How often should I recalculate?

Every time your weight changes by around 5 to 7 kg (10 to 15 lbs). As you get lighter or heavier, your calorie needs shift with you, so an old number slowly drifts out of date.

Should I eat back the calories I burn exercising?

No. Your activity multiplier already includes your training. Eating those calories back on top means counting them twice, which usually stalls progress.

Why is my TDEE different on another calculator?

Most likely a different formula or a different activity multiplier. Mifflin-St Jeor is the one with the best track record, which is why we use it — but small differences between sites are completely normal.

Can women use this calculator?

Of course. The formula has a separate equation for women built right in, so the result is already adjusted for you. No extra steps.

My TDEE seems low — is that normal?

Quite possibly, yes. People routinely overestimate how active they are, which inflates their expectations.

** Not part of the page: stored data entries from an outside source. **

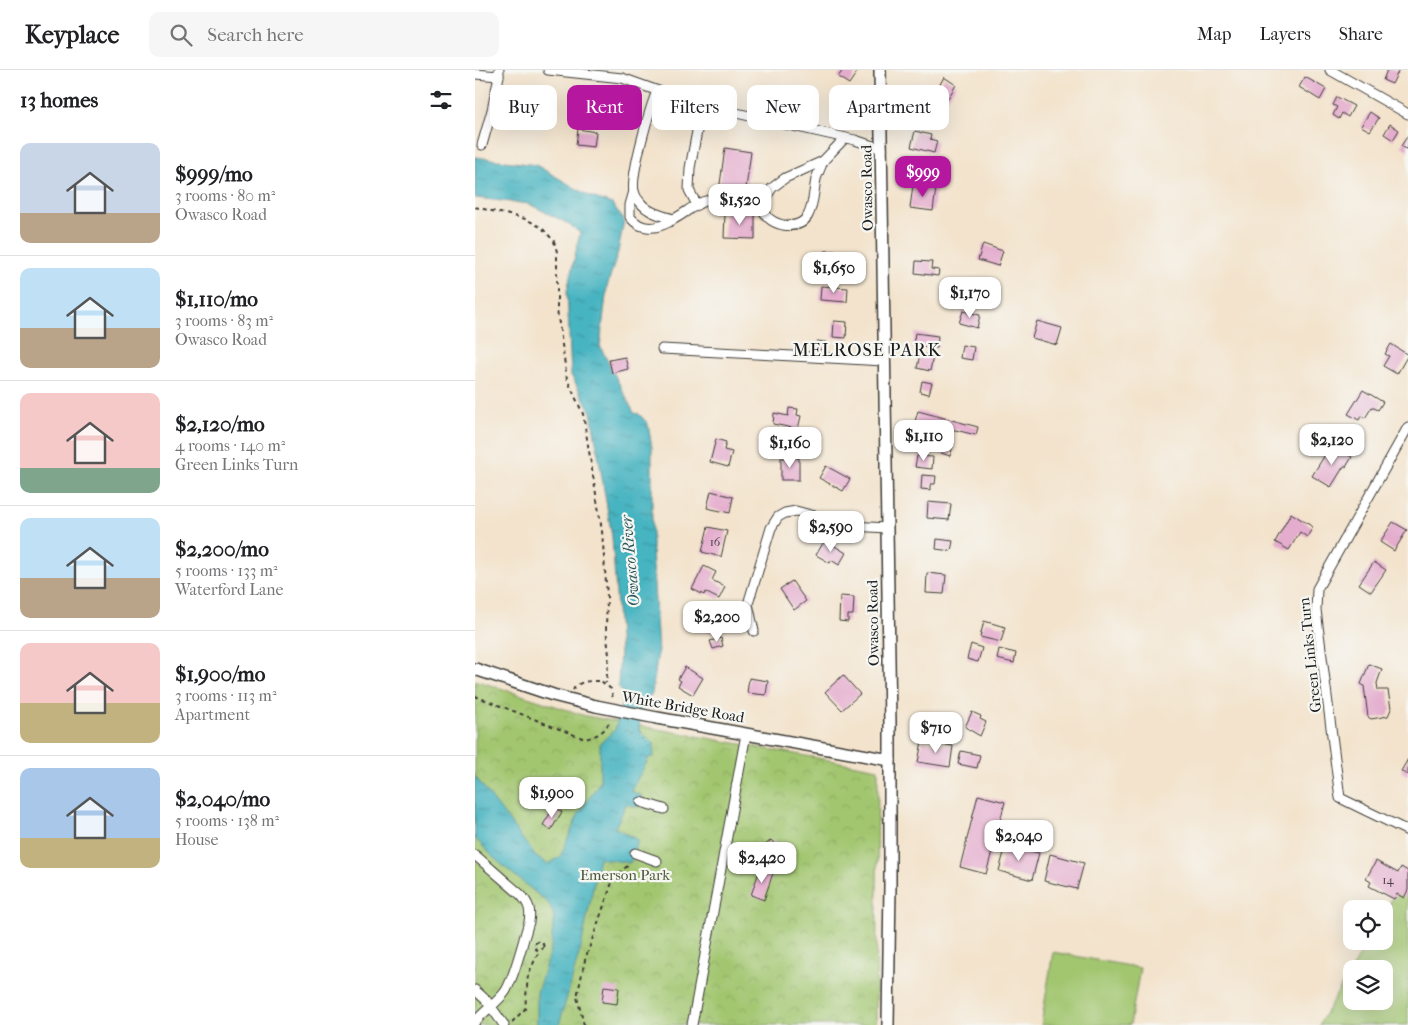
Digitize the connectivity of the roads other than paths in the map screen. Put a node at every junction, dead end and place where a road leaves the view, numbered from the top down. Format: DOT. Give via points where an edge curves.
graph roads {
  1 [pos="548,70"];
  2 [pos="880,70"];
  3 [pos="1330,70"];
  4 [pos="499,73"];
  5 [pos="475,74"];
  6 [pos="652,89"];
  7 [pos="652,107"];
  8 [pos="737,113"];
  9 [pos="1408,114"];
  10 [pos="697,130"];
  11 [pos="845,138"];
  12 [pos="482,145"];
  13 [pos="881,149"];
  14 [pos="823,161"];
  15 [pos="634,191"];
  16 [pos="697,204"];
  17 [pos="761,205"];
  18 [pos="673,219"];
  19 [pos="635,223"];
  20 [pos="623,224"];
  21 [pos="662,349"];
  22 [pos="884,361"];
  23 [pos="1408,427"];
  24 [pos="887,528"];
  25 [pos="754,631"];
  26 [pos="475,669"];
  27 [pos="746,734"];
  28 [pos="890,760"];
  29 [pos="641,802"];
  30 [pos="664,809"];
  31 [pos="1408,831"];
  32 [pos="635,852"];
  33 [pos="475,855"];
  34 [pos="657,861"];
  35 [pos="475,990"];
  36 [pos="491,1005"];
  37 [pos="475,1022"];
  38 [pos="506,1025"];
  39 [pos="692,1025"];
  40 [pos="888,1025"];
  1 -- 6 [label="street" via="622,78"];
  2 -- 13 [label="main road, Owasco Road"];
  3 -- 9 [label="street"];
  4 -- 5 [label="street"];
  4 -- 12 [label="street"];
  7 -- 15 [label="street" via="635,174"];
  8 -- 11 [label="street"];
  10 -- 16 [label="street" via="689,175 689,190"];
  11 -- 13 [label="street"];
  11 -- 14 [label="street"];
  13 -- 22 [label="main road, Owasco Road"];
  14 -- 17 [label="street" via="785,178 772,188"];
  14 -- 17 [label="street" via="807,218 797,225 783,225 765,216"];
  15 -- 18 [label="street" via="640,203 656,214"];
  15 -- 19 [label="street" via="630,218"];
  16 -- 17 [label="street" via="717,199"];
  16 -- 18 [label="street"];
  18 -- 19 [label="street" via="663,226 645,227"];
  19 -- 20 [label="street"];
  21 -- 22 [label="street"];
  22 -- 24 [label="main road, Owasco Road"];
  23 -- 31 [label="street, Green Links Turn" via="1317,589 1316,610 1340,798"];
  24 -- 25 [label="street" via="852,526 801,512 778,517 771,528 748,604"];
  24 -- 28 [label="main road, Owasco Road"];
  26 -- 27 [label="main road, White Bridge Road, bridge" via="595,706"];
  27 -- 28 [label="main road, White Bridge Road"];
  27 -- 39 [label="street"];
  28 -- 40 [label="main road, Owasco Road"];
  29 -- 30 [label="street"];
  32 -- 34 [label="street"];
  33 -- 36 [label="street" via="527,902 530,914 511,979 499,999"];
  35 -- 36 [label="street"];
  36 -- 37 [label="street"];
  36 -- 38 [label="street"];
}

If your honest activity level is sedentary, a modest number is exactly right. Trust it, eat to it, and adjust from real results.

A quick note before you go: this calculator and guide are here to help you learn, not to replace professional advice. The numbers are estimates, and big changes to how you eat are always worth running past a doctor or registered dietitian first — especially if you have any health conditions in the mix.